►
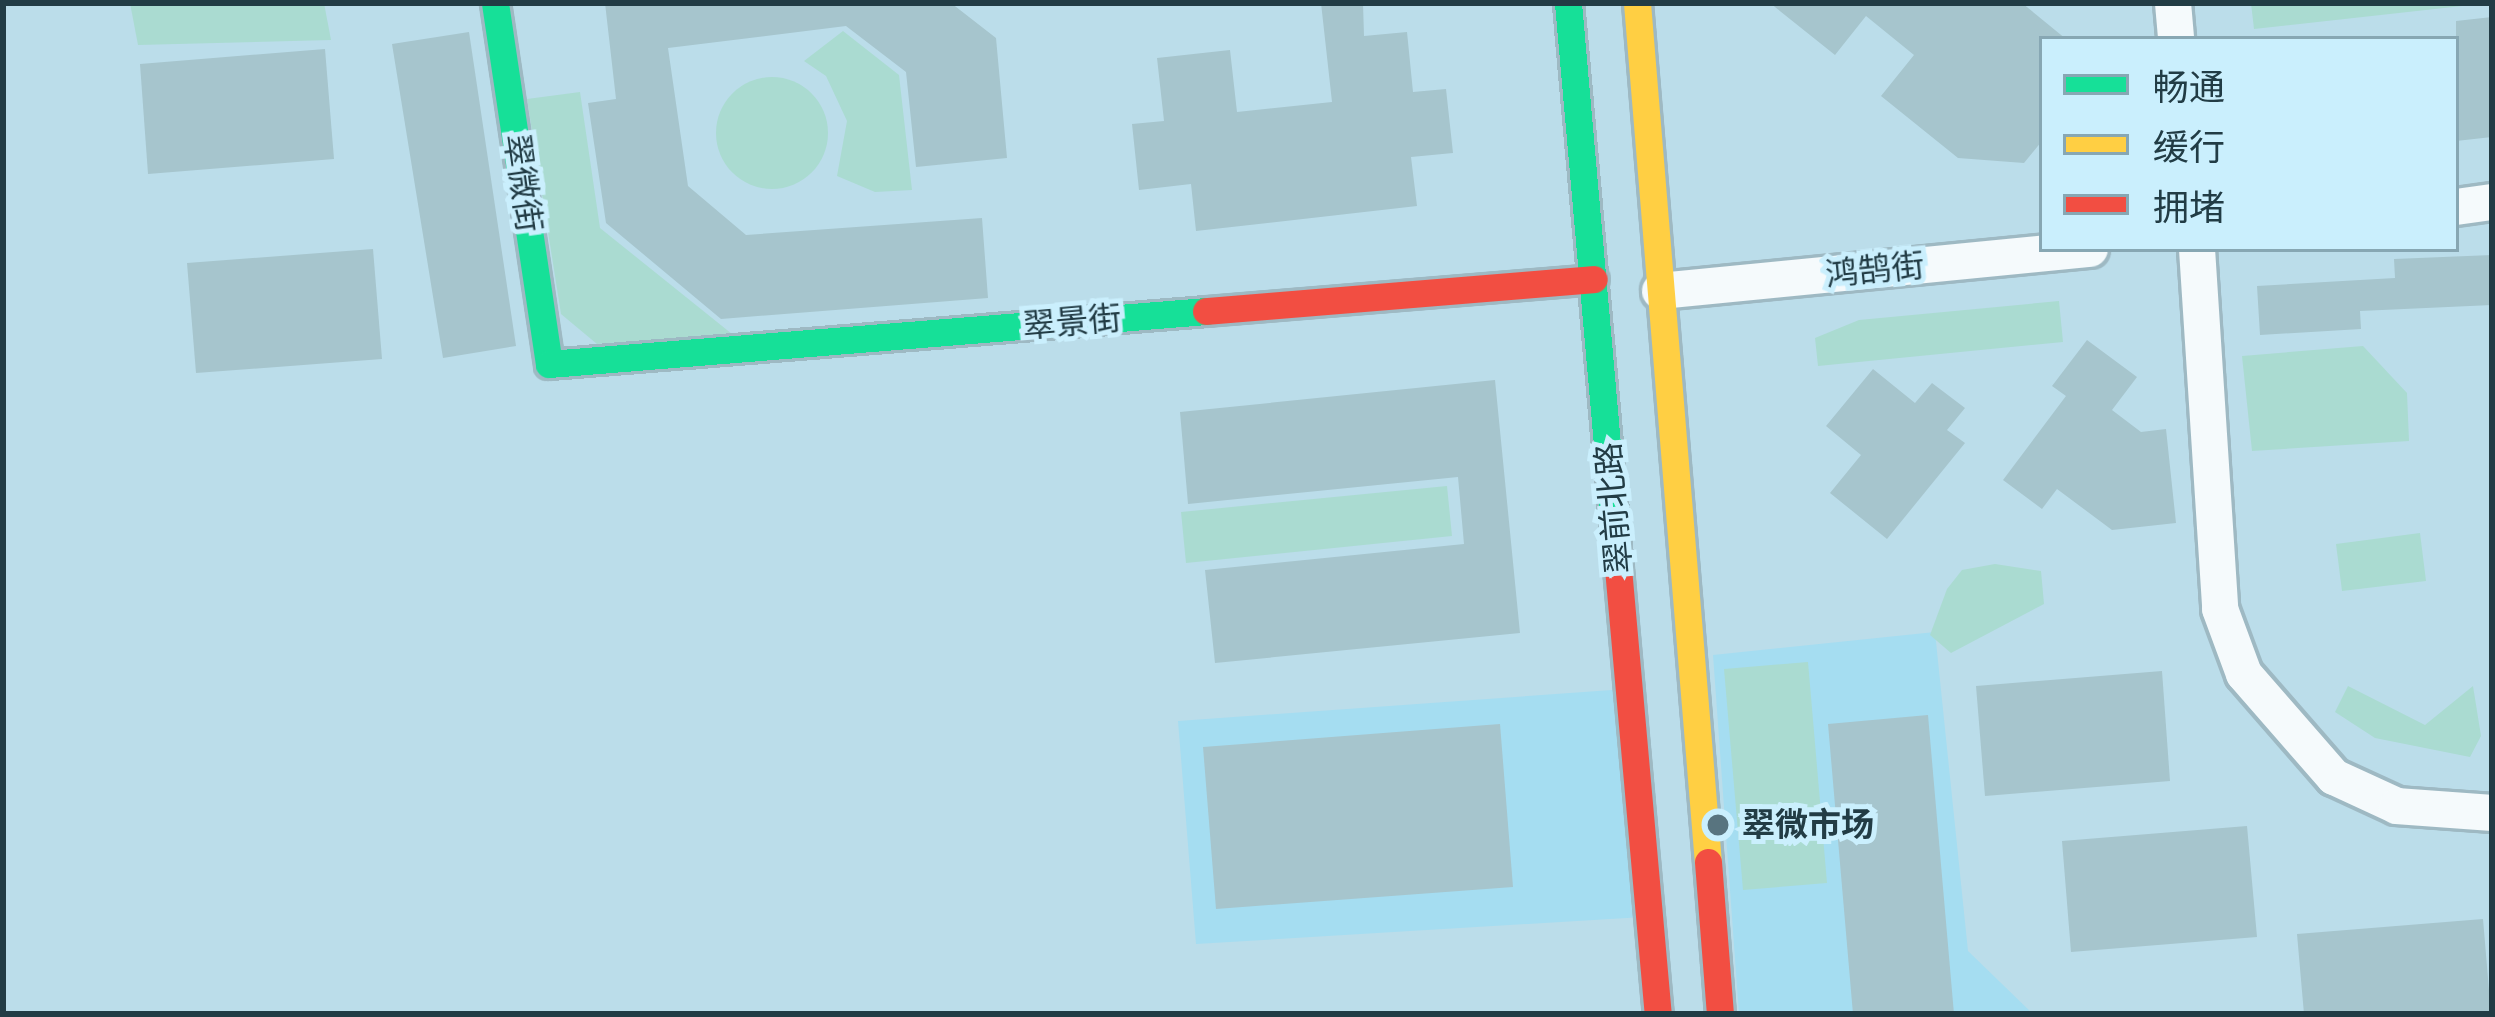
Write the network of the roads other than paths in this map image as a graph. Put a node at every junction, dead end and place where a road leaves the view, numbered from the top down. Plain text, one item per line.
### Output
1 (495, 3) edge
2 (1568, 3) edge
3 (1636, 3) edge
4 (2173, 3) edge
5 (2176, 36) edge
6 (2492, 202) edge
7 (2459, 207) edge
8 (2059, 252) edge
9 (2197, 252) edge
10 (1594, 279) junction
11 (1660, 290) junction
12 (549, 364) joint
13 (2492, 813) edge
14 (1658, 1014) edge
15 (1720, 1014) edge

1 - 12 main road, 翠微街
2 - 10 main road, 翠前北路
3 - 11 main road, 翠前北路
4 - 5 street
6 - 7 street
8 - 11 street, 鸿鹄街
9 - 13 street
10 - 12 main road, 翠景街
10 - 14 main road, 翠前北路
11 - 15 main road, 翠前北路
◄
_Task objective_
Transcribe the listing above in full. Pictures are not part of the copy.

_Answer to this exercise_
Write the network of the roads other than paths in this map image as a graph. Put a node at every junction, dead end and place where a road leaves the view, numbered from the top down. Plain text, one item per line.
### Output
1 (495, 3) edge
2 (1568, 3) edge
3 (1636, 3) edge
4 (2173, 3) edge
5 (2176, 36) edge
6 (2492, 202) edge
7 (2459, 207) edge
8 (2059, 252) edge
9 (2197, 252) edge
10 (1594, 279) junction
11 (1660, 290) junction
12 (549, 364) joint
13 (2492, 813) edge
14 (1658, 1014) edge
15 (1720, 1014) edge

1 - 12 main road, 翠微街
2 - 10 main road, 翠前北路
3 - 11 main road, 翠前北路
4 - 5 street
6 - 7 street
8 - 11 street, 鸿鹄街
9 - 13 street
10 - 12 main road, 翠景街
10 - 14 main road, 翠前北路
11 - 15 main road, 翠前北路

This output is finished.